Amortized Multi-Objective Optimization Across Tasks with Generative Solution Modeling

Apr 30, 2026·
Tingyang Wei
Tingyang Wei
,
Jiao Liu
,
Abhishek Gupta
,
Chin Chun Ooi
,
Puay Siew Tan
,
Yew-Soon Ong
· 0 min read
Abstract
Many real-world applications require solving families of expensive multi-objective optimization problems (EMOPs) under varying operational conditions. This can be formulated as parametric expensive multi-objective optimization problems (P-EMOPs) where each task parameter defines a distinct optimization instance. Current multi-objective Bayesian optimization methods have been widely used for finding finite sets of Pareto optimal solutions for individual tasks.

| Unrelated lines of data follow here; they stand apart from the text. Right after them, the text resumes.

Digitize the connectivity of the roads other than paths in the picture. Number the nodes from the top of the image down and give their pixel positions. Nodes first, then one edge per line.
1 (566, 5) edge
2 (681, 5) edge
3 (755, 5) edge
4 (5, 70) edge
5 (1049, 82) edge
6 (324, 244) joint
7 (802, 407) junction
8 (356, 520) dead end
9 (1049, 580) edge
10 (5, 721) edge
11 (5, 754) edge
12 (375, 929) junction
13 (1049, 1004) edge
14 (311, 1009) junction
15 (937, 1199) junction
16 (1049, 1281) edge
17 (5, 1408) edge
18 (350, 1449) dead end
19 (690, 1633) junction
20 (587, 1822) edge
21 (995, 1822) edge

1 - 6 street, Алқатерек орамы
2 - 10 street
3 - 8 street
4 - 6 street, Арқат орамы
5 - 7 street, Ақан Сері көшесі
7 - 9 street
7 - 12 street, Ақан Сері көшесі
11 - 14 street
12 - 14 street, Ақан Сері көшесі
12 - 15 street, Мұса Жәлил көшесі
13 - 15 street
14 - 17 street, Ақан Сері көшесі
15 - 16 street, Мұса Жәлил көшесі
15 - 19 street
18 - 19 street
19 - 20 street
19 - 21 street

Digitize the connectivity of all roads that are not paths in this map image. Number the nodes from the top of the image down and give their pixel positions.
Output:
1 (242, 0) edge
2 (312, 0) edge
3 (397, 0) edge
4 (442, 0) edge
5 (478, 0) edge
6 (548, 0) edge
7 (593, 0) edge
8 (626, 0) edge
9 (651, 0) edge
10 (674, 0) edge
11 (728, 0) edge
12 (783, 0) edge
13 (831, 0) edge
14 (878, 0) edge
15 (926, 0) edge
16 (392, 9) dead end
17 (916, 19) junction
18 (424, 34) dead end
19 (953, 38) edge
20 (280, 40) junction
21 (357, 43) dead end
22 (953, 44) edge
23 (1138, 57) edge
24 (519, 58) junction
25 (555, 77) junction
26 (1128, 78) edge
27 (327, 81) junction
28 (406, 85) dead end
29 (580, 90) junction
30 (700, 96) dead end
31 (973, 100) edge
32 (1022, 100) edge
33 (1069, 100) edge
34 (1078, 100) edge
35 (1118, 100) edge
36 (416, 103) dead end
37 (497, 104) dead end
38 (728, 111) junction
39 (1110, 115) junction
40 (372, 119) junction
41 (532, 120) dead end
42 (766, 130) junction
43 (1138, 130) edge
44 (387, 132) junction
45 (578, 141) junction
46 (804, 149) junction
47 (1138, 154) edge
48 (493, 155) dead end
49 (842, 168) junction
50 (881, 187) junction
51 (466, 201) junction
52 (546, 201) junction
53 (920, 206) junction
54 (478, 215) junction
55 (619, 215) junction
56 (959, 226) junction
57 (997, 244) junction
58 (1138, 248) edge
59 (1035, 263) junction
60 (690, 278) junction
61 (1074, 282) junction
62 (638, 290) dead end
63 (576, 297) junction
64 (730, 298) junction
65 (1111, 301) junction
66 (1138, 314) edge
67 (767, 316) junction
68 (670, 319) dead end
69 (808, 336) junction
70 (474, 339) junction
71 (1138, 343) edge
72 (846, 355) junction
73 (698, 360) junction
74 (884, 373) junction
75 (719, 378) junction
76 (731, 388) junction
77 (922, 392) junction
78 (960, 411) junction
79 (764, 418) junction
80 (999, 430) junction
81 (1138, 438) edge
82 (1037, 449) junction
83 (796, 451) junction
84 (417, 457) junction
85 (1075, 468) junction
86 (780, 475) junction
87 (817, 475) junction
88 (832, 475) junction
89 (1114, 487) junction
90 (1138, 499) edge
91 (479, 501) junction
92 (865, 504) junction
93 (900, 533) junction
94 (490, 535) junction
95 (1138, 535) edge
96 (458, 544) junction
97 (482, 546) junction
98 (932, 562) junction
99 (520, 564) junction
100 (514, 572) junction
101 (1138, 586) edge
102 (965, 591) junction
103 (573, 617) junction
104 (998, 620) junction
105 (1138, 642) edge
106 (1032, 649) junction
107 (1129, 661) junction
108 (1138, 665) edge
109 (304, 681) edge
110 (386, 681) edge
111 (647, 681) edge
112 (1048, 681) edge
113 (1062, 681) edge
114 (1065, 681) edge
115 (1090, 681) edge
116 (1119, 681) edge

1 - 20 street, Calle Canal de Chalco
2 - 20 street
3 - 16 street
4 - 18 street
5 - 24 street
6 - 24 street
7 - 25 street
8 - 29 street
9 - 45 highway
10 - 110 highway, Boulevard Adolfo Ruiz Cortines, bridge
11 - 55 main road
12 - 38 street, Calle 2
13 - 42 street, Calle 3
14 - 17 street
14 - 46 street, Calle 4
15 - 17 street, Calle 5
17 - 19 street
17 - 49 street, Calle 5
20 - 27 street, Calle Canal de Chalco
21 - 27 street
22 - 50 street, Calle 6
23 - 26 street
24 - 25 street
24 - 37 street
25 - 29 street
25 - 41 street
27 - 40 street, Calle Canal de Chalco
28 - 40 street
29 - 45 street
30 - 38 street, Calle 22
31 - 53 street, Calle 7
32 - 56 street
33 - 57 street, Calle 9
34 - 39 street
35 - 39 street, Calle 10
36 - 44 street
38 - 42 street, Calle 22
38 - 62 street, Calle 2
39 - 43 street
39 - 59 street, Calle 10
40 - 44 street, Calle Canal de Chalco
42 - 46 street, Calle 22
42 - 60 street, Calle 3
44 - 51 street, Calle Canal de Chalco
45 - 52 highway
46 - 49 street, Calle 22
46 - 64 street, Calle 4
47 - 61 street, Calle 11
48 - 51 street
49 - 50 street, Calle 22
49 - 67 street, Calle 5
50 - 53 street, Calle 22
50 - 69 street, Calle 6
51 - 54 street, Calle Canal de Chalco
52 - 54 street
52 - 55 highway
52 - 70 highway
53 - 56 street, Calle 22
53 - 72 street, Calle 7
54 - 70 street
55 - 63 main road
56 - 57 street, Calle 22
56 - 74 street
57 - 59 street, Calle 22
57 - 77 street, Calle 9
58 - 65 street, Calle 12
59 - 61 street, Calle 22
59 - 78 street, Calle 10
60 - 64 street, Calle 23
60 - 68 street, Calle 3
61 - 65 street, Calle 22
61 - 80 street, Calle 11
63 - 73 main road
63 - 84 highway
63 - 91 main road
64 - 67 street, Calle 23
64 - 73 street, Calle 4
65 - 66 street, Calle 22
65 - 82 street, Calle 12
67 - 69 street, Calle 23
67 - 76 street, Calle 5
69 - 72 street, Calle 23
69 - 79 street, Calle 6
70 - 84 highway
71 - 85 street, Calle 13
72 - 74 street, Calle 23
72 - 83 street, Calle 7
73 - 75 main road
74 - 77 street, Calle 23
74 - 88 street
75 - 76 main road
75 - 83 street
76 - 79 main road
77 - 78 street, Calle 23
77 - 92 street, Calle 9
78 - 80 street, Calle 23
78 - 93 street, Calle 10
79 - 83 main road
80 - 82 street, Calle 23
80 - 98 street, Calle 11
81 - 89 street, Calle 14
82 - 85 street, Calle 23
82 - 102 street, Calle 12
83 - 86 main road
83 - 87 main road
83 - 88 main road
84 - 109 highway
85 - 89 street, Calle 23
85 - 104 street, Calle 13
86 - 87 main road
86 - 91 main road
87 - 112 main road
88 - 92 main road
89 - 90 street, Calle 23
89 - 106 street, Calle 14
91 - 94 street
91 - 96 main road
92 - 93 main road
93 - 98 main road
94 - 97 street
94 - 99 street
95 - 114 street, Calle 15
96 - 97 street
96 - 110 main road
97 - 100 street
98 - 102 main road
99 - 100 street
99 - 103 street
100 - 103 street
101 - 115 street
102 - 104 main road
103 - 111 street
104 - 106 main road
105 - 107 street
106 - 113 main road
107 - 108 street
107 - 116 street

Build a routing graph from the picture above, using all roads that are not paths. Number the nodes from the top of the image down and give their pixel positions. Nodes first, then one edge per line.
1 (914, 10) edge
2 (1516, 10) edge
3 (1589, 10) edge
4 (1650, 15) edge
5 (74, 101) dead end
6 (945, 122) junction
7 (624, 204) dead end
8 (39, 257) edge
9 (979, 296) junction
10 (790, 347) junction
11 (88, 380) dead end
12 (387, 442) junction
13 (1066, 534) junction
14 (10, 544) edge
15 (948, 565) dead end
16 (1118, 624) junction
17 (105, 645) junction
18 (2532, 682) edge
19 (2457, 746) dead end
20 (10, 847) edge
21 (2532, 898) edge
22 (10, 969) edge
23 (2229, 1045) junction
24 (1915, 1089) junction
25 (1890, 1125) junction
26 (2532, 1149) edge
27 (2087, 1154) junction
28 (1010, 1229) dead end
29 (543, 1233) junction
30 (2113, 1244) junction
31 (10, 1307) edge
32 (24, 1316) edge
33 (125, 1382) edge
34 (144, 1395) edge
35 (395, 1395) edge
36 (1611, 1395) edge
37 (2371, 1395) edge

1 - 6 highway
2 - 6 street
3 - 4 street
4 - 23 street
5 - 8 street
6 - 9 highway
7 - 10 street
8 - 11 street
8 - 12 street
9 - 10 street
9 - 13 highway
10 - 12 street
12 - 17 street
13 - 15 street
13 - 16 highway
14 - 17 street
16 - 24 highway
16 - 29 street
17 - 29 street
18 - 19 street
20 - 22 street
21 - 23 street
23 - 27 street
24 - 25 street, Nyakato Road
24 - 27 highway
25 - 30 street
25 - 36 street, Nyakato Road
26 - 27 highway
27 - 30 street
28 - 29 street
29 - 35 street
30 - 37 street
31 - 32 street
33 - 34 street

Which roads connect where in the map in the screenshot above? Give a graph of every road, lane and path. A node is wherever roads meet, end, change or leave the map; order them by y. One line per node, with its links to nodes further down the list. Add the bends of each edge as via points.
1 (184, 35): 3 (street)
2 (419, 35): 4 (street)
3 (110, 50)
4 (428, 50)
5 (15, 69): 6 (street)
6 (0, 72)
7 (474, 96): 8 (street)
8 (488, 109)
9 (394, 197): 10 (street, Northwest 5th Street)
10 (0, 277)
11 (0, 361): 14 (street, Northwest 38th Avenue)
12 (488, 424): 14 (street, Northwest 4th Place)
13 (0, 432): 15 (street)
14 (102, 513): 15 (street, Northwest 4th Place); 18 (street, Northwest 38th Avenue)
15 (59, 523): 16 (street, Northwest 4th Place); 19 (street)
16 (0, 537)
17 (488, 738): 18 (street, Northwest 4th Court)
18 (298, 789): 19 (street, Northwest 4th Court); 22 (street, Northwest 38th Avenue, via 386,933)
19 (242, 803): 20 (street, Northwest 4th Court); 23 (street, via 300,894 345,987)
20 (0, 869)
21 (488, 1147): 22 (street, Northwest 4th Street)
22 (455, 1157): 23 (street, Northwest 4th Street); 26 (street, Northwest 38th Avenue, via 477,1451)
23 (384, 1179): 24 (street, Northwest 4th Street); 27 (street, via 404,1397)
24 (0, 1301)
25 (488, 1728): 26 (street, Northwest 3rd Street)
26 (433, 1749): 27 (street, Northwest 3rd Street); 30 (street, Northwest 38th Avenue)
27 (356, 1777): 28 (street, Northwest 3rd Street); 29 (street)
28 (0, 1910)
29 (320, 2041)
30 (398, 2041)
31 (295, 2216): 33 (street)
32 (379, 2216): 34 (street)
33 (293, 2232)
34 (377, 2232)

However, P-EMOPs present a fundamental challenge, the continuous task parameter space can contain infinite distinct problems, each requiring separate expensive evaluations. To address this, we propose learning an inverse model to amortize the multi-objective optimization cost across the continuous task-preference space, enabling direct solution prediction for any query without the need for expensive re-evaluation. This paper introduces a novel parametric multi-objective Bayesian optimizer that learns this inverse model by alternating between (1) generative solution sampling via conditional generative models and (2) acquisition-driven search leveraging inter-task synergies. This approach enables effective optimization across multiple tasks and finally achieves direct solution prediction for unseen parameterized EMOPs without expensive re-evaluations. We theoretically justify the faster convergence by leveraging inter-task synergies through task-aware Gaussian processes. Based on that, empirical studies in synthetic and real-world benchmarks further verify the effectiveness of the proposed parametric optimizer.
Type
Publication
2026 International Joint Conference on Artificial Intelligence (IJCAI)